Hello all,
Attached is a patch for the "FIXME: We should detect handlers for the same type as an earlier one." As this is my first patch for Clang, I took something simple to fix, hence this one, and not the "... earlier handler catches a superclass." Before I do that last one, I would like to have some feedback on the patch, and a bit of guidance on how to take it from here.
Regards,
Erik Verbruggen.
Ps: in case it matters, the patch is against r77072
multiple-exception-handlers-for-type.patch (3.17 KB)
Looks good to me. I kinda which we had all the canonicalization patches in as this would be just slightly different. Possibly a FIXME: redo post canonicalization with the type system work...
The only question I would have is, do people want a total ordering for QualType?
To be honest, I wouldn't, but I used std::map, which requires a less-than operator/ordering. Hence the operator in QualType. But that was one of the reasons for the feedback request.
And, like I said in the other mail, how do I take it from here? Will somebody apply this patch, should I svn commit it myself, etc.
Best,
Erik.
Attached is a patch
Looks good to me. I kinda which we had all the canonicalization
patches in as this would be just slightly different. Possibly a
FIXME: redo post canonicalization with the type system work...
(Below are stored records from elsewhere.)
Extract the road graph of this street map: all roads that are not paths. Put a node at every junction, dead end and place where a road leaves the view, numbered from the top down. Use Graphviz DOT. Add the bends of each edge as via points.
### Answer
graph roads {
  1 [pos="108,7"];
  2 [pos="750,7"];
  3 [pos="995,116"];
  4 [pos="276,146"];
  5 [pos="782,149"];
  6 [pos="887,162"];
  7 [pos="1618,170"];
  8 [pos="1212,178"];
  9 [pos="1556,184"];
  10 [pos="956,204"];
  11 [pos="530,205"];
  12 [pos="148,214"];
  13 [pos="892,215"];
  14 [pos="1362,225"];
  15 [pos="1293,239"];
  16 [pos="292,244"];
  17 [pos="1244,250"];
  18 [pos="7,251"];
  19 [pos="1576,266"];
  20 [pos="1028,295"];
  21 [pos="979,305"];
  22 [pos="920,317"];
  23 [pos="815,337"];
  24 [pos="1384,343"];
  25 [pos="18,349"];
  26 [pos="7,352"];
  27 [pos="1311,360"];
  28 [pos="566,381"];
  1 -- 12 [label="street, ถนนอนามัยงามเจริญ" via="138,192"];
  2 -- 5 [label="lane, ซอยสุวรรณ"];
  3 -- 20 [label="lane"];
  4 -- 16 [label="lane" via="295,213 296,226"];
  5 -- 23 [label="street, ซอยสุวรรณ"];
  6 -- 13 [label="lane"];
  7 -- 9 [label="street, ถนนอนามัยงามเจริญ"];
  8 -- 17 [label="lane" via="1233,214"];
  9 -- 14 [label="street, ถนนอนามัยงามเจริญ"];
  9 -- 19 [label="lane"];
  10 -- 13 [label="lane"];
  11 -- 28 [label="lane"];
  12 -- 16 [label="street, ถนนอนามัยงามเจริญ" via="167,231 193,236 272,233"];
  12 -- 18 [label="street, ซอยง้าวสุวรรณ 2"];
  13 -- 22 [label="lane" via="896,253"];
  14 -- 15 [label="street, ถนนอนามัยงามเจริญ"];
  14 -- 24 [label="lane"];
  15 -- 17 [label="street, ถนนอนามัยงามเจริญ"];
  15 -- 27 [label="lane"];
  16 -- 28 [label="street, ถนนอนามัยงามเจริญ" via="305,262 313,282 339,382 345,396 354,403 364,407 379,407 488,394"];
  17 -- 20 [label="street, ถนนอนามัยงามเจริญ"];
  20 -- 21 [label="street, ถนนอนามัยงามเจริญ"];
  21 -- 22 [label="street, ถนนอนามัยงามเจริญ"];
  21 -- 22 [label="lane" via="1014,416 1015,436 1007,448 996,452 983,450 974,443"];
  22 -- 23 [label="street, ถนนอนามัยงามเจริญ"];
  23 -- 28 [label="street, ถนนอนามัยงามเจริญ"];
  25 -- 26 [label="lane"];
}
The only question I would have is, do people want a total ordering for
QualType?
To be honest, I wouldn't, but I used std::map, which requires a less-than
operator/ordering. Hence the operator in QualType. But that was one of
the
reasons for the feedback request.
I believe, from previous reviews I've seen, that an operator < should only
be defined if there is a natural ordering. If you simply need an ordering
for a std::map (which you may want to replace by one of LLVM's own ADTs, by
the way - another point that comes up often, though it depends on what you
do with the map), it is, I believe, generally preferred to write a custom
ordering predicate and supply it as a template parameter.
Sebastian
I don't see what ordering has to do with it, or what canonical types do either. He's doing type equality checks.
-Chris
Right, but the predicate ("how it sorts") doesn't matter.